A quick and simple way I’ve found to counteract both these things is to write down three good things from each day. These can be tiny (“the way the sun shone through the living room window this morning”), or they can be big events, but what matters is they are meaningful to me. Doing this reminds me of the everyday positive experiences I have and how many things there are to appreciate about my life right now.
Keep a list of happy-making activities
Similar to the “three good things” practice, I keep a list of happy-making activities in my journal. If I’m feeling overwhelmed by or preoccupied about something, this is a useful quick-reference guide to things I know will help me feel grounded again. My happy-making activities are simple; none of them are time-consuming, expensive, or require special circumstances—and that’s the point. Items on my list include giving my kid a hug, spending some time making something, and going outside.
Set a time limit around it
If you know you’re going to be writing about something that’s challenging for you, set a boundary around it with a time limit. Decide in advance that you’ll write about this topic for 2/5/10/20 minutes, then stop and go do something else (like something from your happy-making list). After that time is up, you can continue if you want, but you also have permission to stop.

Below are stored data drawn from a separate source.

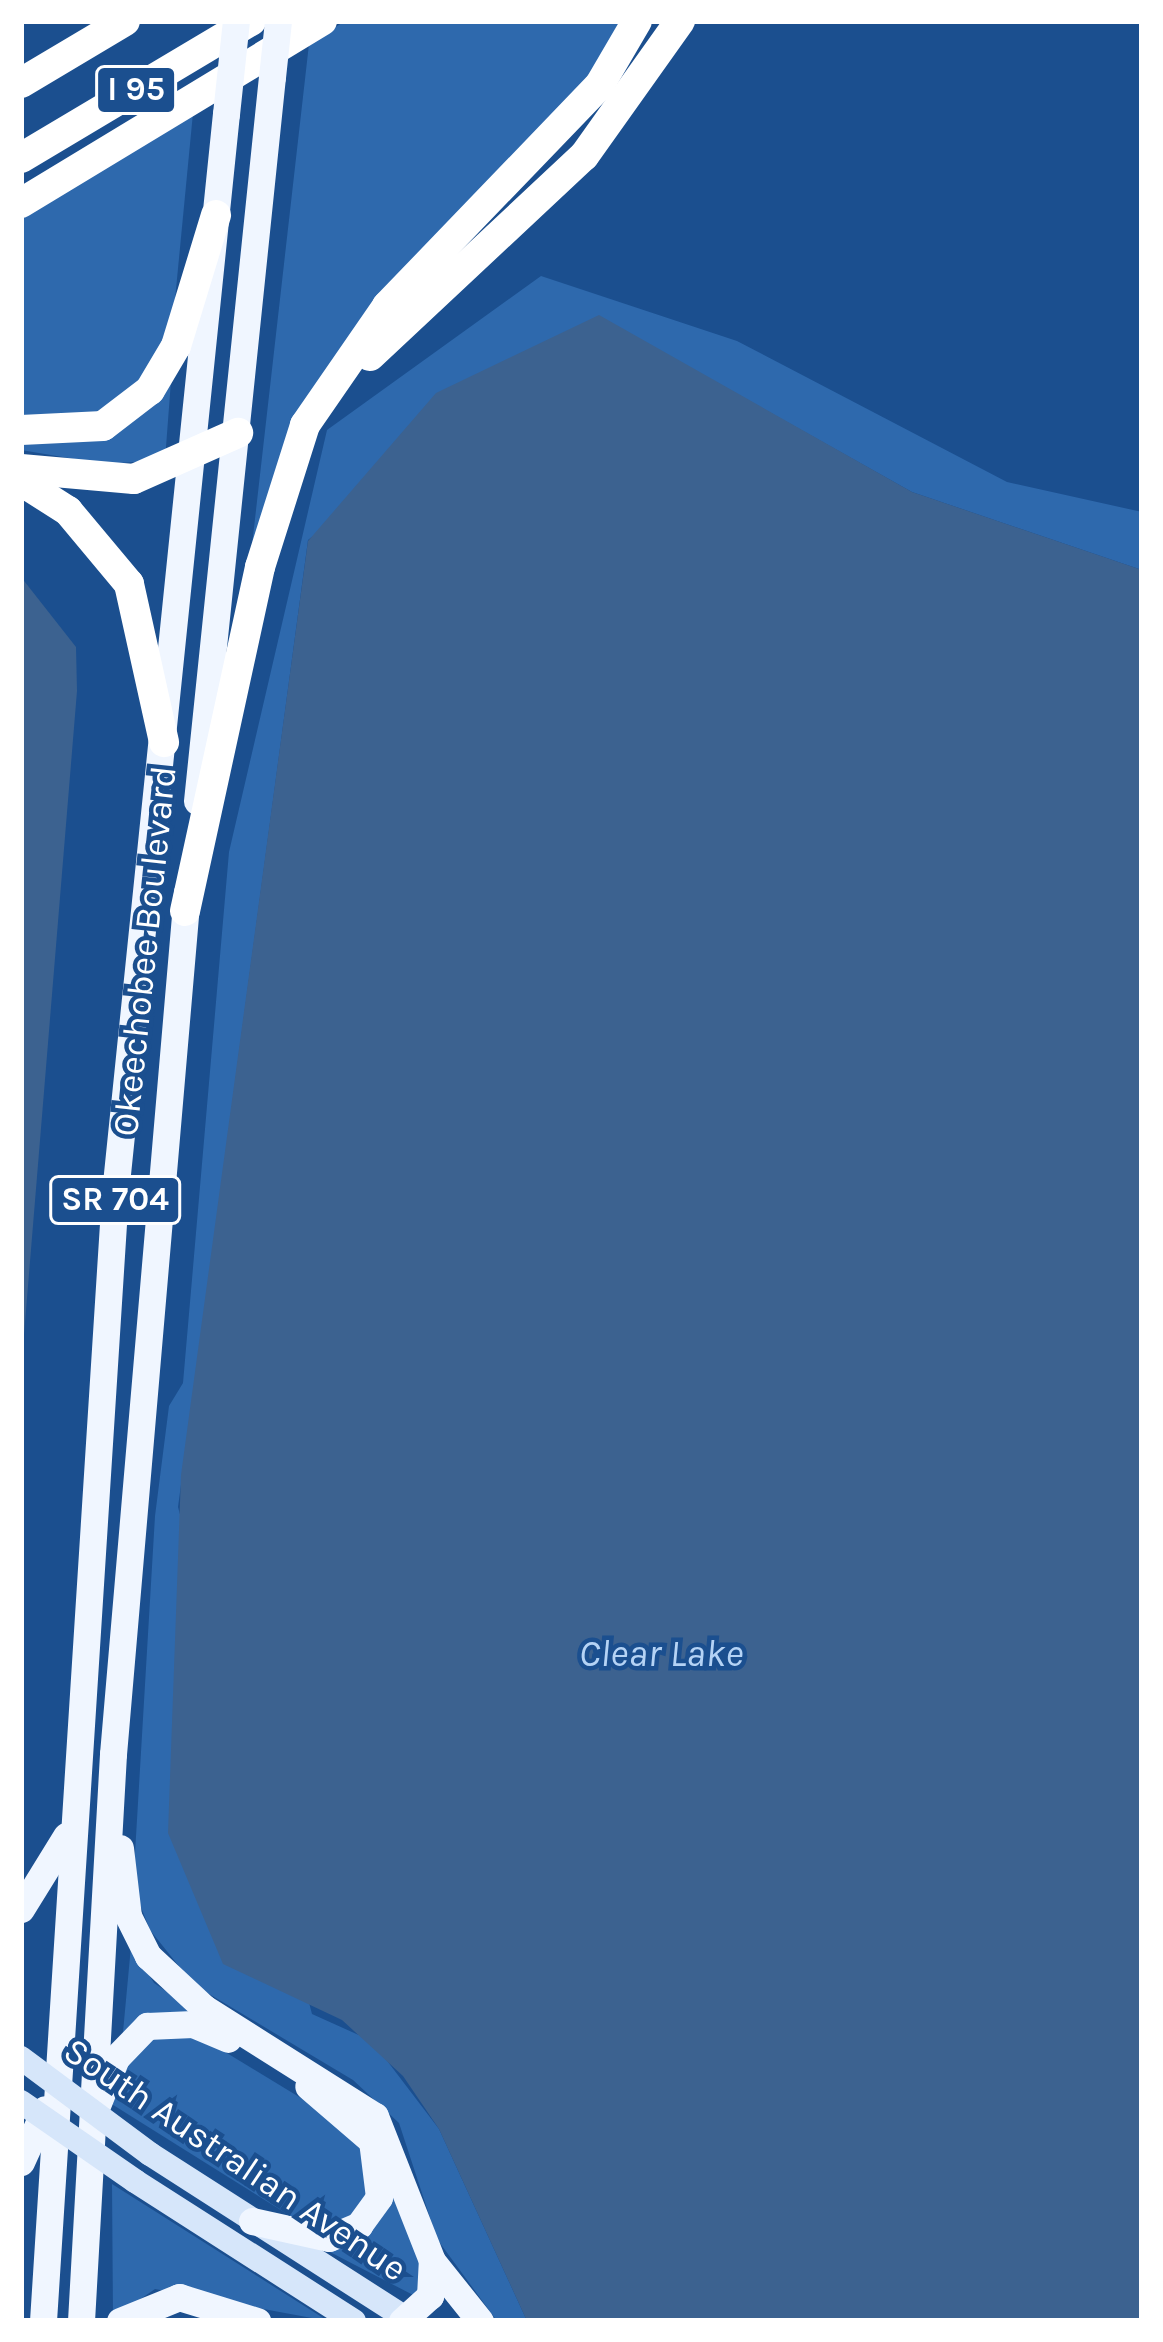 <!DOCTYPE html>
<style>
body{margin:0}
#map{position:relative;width:1163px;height:2342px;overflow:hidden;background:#1b4f8f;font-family:Karla,sans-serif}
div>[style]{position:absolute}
.green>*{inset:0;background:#2e69ad}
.water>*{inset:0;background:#3c6290}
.secondary>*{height:24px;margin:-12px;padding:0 12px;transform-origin:12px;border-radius:12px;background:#d6e6fa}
.primary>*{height:27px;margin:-13.5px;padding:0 13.5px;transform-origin:13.5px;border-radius:13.5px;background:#f0f6ff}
.highway>*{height:30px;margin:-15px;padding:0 15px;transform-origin:15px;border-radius:15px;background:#fff}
.secondary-bridge>*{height:24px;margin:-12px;padding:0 12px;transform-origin:12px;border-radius:12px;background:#d6e6fa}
.primary-bridge>*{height:27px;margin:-13.5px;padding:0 13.5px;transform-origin:13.5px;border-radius:13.5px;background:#f0f6ff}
span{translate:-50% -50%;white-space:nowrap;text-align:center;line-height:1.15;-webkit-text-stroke:9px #1b4f8f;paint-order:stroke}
.shield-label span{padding:3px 9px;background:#1b4f8f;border:3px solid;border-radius:9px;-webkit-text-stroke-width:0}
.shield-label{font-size:33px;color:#fff;font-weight:700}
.street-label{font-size:36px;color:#fff}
.water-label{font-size:39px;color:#b5d3f5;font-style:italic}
.frame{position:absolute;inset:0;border:24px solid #fff;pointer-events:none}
</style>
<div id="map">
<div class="green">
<i style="clip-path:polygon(345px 21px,626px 21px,607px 59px,372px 314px,251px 554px,309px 44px)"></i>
<i style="clip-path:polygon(193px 113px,174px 310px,158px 360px,108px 414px,21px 423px,21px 215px)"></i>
<i style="clip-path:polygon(541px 276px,737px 341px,1007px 482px,1142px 512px,1142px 570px,912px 492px,598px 316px,308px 540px,178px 1507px,312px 2014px,372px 2041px,439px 2129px,527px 2321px,497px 2321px,437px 2239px,399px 2123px,353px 2080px,194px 1985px,150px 1930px,133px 1887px,155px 1516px,169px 1406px,183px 1383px,229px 852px,327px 430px)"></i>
<i style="clip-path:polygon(171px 381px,165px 460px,104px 464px,21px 450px,21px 439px,81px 442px)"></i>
<i style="clip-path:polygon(131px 1946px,154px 1983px,199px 2013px,123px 2032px)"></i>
<i style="clip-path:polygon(160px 2030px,189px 2030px,337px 2120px,366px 2150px,371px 2188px,357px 2214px,334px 2227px,295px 2219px,110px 2103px,123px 2062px)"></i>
<i style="clip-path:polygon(392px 2181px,424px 2263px,417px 2297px,328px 2251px,372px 2232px)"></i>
<i style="clip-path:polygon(112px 2184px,328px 2321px,155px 2289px,113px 2318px)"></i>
</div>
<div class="water">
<i style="clip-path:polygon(599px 315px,912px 492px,1142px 570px,1142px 2321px,527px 2321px,439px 2129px,403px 2076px,342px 2020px,223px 1964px,168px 1833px,181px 1475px,308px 541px,436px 393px)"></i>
<i style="clip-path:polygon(21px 577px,76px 647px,77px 691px,21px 1371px)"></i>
</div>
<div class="secondary">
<i style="left:150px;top:2154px;width:309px;rotate:32.7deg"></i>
<i style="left:135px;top:2181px;width:260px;rotate:32.6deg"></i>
</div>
<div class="primary">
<i style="left:197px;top:801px;width:728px;rotate:-84.09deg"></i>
<i style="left:120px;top:1848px;width:68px;rotate:83.3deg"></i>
<i style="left:128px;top:1916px;width:45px;rotate:63.4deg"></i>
<i style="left:148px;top:1956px;width:76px;rotate:42.9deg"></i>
<i style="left:204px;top:2008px;width:202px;rotate:32.3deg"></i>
<i style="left:375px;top:2116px;width:156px;rotate:68.5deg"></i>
<i style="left:432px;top:2261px;width:77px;rotate:51.3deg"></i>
<i style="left:21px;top:1909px;width:86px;rotate:-58.3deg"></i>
<i style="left:96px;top:2108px;width:54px;rotate:-68.2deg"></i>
<i style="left:116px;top:2058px;width:45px;rotate:-45.9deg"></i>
<i style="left:147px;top:2026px;width:46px;rotate:-2.5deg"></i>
<i style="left:193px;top:2024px;width:38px;rotate:23deg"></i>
<i style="left:21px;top:2162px;width:58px;rotate:-65.6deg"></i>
<i style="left:252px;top:2221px;width:79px;rotate:12.4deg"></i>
<i style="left:329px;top:2238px;width:33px;rotate:-23deg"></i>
<i style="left:359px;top:2225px;width:34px;rotate:-54deg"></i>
<i style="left:379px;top:2197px;width:56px;rotate:-97.1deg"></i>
<i style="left:372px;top:2141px;width:84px;rotate:-139.3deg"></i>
<i style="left:43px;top:2321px;width:1130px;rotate:-86.35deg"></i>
<i style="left:115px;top:1193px;width:1085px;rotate:-84.13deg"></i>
<i style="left:81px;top:2321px;width:568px;rotate:-86.77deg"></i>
<i style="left:113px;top:1754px;width:865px;rotate:-85.09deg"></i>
<i style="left:120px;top:2321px;width:64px;rotate:-22.1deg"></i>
<i style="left:179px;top:2297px;width:82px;rotate:17.1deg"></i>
<i style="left:402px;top:2321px;width:38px;rotate:-42deg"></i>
<i style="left:430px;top:2296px;width:35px;rotate:-87deg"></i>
</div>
<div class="highway">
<i style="left:21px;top:83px;width:121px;rotate:-30.8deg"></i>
<i style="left:21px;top:158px;width:268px;rotate:-30.8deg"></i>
<i style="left:21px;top:203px;width:352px;rotate:-31.2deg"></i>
<i style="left:370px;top:356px;width:293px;rotate:-43.1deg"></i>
<i style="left:584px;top:156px;width:166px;rotate:-54.6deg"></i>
<i style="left:21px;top:430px;width:82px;rotate:-2.8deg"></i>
<i style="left:103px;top:426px;width:59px;rotate:-37.5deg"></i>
<i style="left:150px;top:390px;width:51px;rotate:-59.4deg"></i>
<i style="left:176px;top:346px;width:137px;rotate:-73deg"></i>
<i style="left:21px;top:469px;width:113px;rotate:5.1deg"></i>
<i style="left:134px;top:479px;width:114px;rotate:-23.9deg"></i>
<i style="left:21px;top:481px;width:56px;rotate:32.6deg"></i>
<i style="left:68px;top:511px;width:95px;rotate:50.1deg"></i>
<i style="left:129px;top:584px;width:162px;rotate:77.5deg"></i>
<i style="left:185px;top:911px;width:352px;rotate:-77.7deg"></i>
<i style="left:260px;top:567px;width:149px;rotate:-72.4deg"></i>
<i style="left:305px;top:425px;width:145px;rotate:-55.4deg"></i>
<i style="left:387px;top:306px;width:306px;rotate:-46.1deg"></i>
<i style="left:599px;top:86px;width:75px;rotate:-59.7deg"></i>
</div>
<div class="secondary-bridge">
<i style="left:21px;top:2058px;width:161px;rotate:36.7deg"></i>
<i style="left:21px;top:2102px;width:139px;rotate:34.7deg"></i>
</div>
<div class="primary-bridge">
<i style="left:272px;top:77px;width:56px;rotate:-83.9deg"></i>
<i style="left:226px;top:114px;width:94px;rotate:-83.9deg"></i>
</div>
<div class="shield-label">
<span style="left:136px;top:90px">I 95</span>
<span style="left:115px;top:1200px">SR 704</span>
</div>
<div class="street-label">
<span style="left:145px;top:951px;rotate:-84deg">Okeechobee Boulevard</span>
<span style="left:235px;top:2160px;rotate:34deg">South Australian Avenue</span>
</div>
<div class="water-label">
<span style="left:661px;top:1653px">Clear Lake</span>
</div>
<div class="frame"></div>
</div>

This approach is useful when you notice you’re feeling resistance to journaling or when you want to ease in to writing about a certain topic without feeling out of control or going deeper than you want.
Remember there is no “right” way to journal
Because journaling is so useful for working through personal issues, sometimes it’s tempting to fall into the trap of thinking that every time you sit down to journal, it needs to be about something deep and meaningful. Not so! You don’t need to go super deep and unearth unresolved issues with every journaling session. Journaling can be fun too (I shared some fun journaling ideas here and here).
Equally, you can spend as much or as little time writing as you want. Some people find value in long-form journaling like stream-of-consciousness entries. But if short entries help you maintain consistency, embrace that too. It’s your practice, so do what works best for you. I hope this post goes some way to helping you do that!